Louisa stares back at her, undaunted. I’m impressed. Murder defendants don’t do that to Geraldine. None of them.
Without a word, Geraldine pivots and strides back to her table. She retrieves another package, a duplicate of the one she gave me, no doubt. She walks to the bench and hands it up to Judge Long. He thanks her and dons his half-glasses.
“Who is that woman?” Louisa asks.
“She’s the District Attorney,” I tell her. “Geraldine Schilling.”
“Is she competent?”
I almost laugh out loud. Louisa may as well have asked if Barbra Streisand can carry a tune. “Yes,” I answer. “She’s quite effective.”
“Too bad she couldn’t find day care for her little boy.” Louisa nods toward the prosecutors’ table and I almost laugh out loud again. Our new Assistant DA looks like he just stepped out of an early episode of The Brady Bunch.

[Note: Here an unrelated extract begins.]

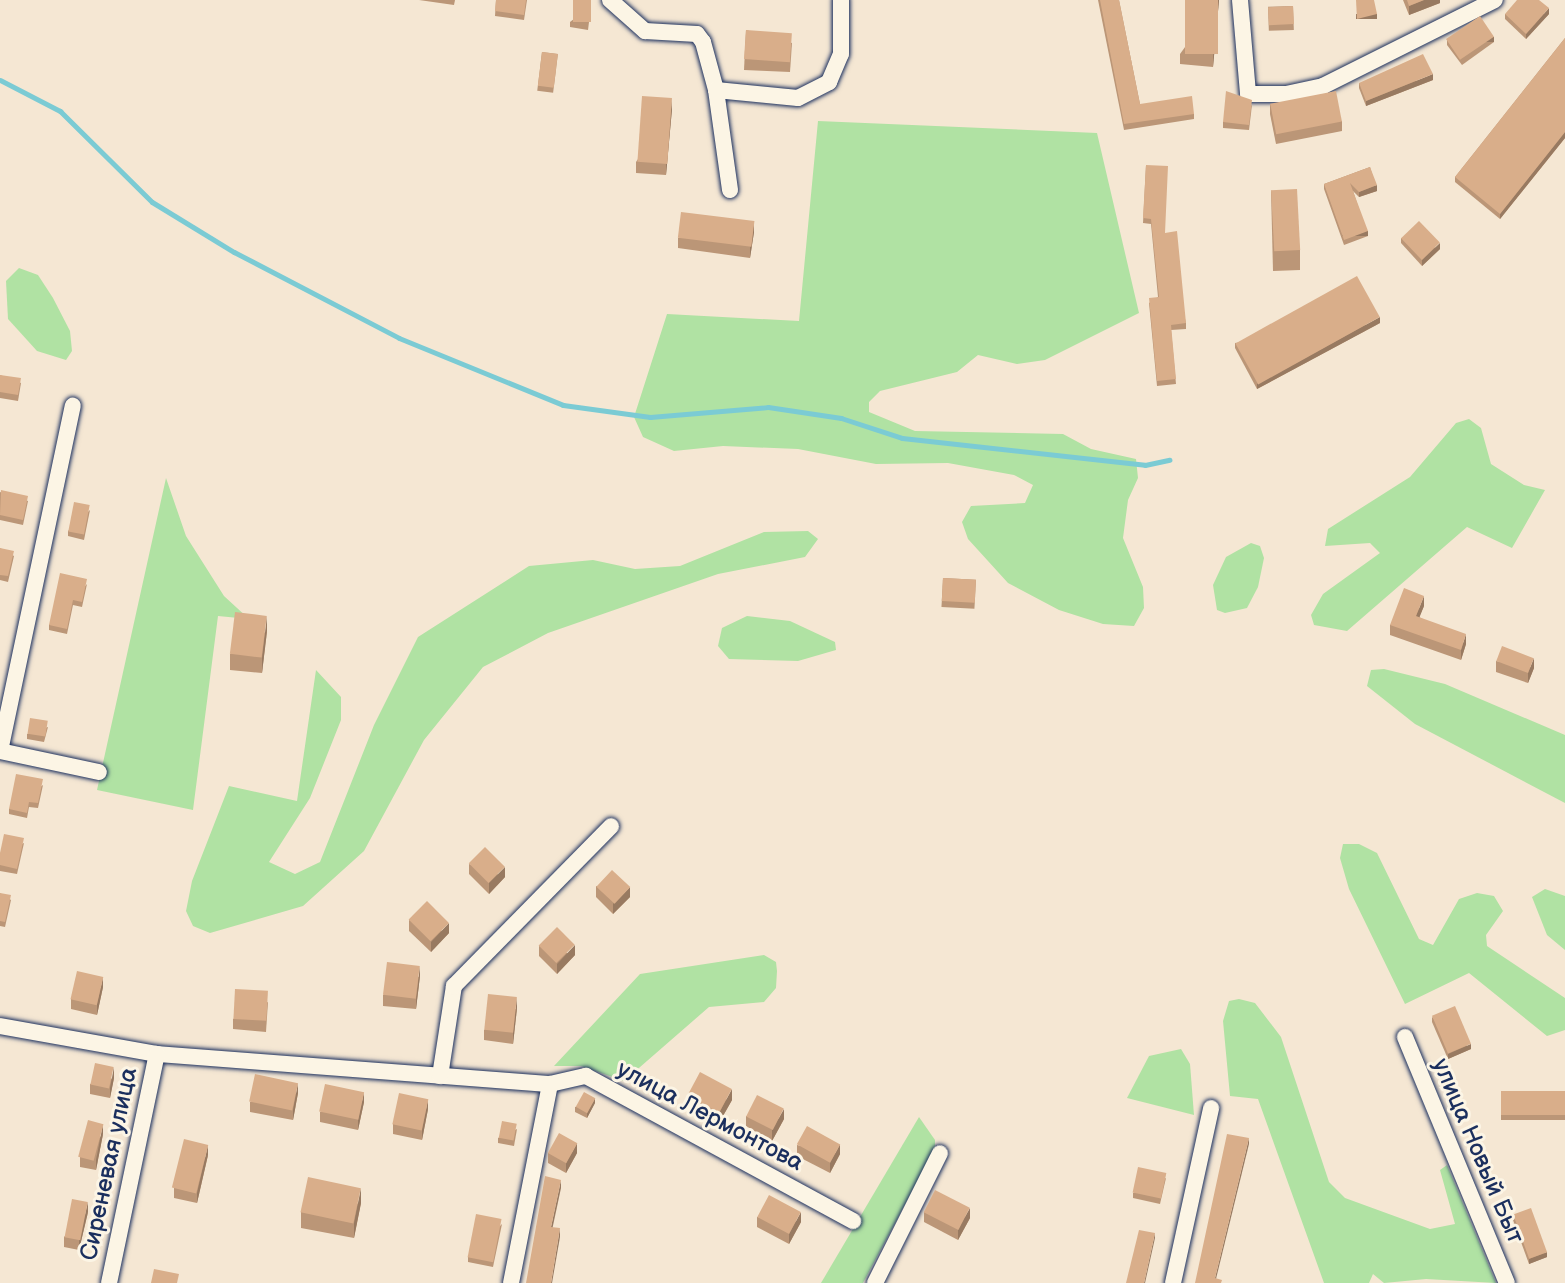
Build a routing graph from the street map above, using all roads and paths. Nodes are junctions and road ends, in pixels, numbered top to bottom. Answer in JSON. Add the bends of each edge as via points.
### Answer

“Be careful,” I tell Louisa. “That’s Clarence Wexler. He’s older than he looks.”
“Perky little thing, isn’t he?”
I’d never thought of Clarence as perky before, but I suppose he is. “He’s Geraldine’s latest protégé,” I tell her.
“He’s an attorney?”
I nod.
“He’s licensed?”
“As of last month he is. Fresh out of law school. Just passed the bar.”
Louisa doesn’t seem troubled by the fact that her day-care candidate is just a few years younger than her most recent paramour. She shakes her head as if she knows for sure now that the entire profession has gone to the dogs.
Wanda Morgan reads out a lengthy docket number and then announces The Commonwealth of Massachusetts versus Louisa Coleman Rawlings. Louisa jumps a little beside me. She looks somewhat surprised, hurt even, as if it were terribly impertinent of Wanda to mention Louisa’s name in open court.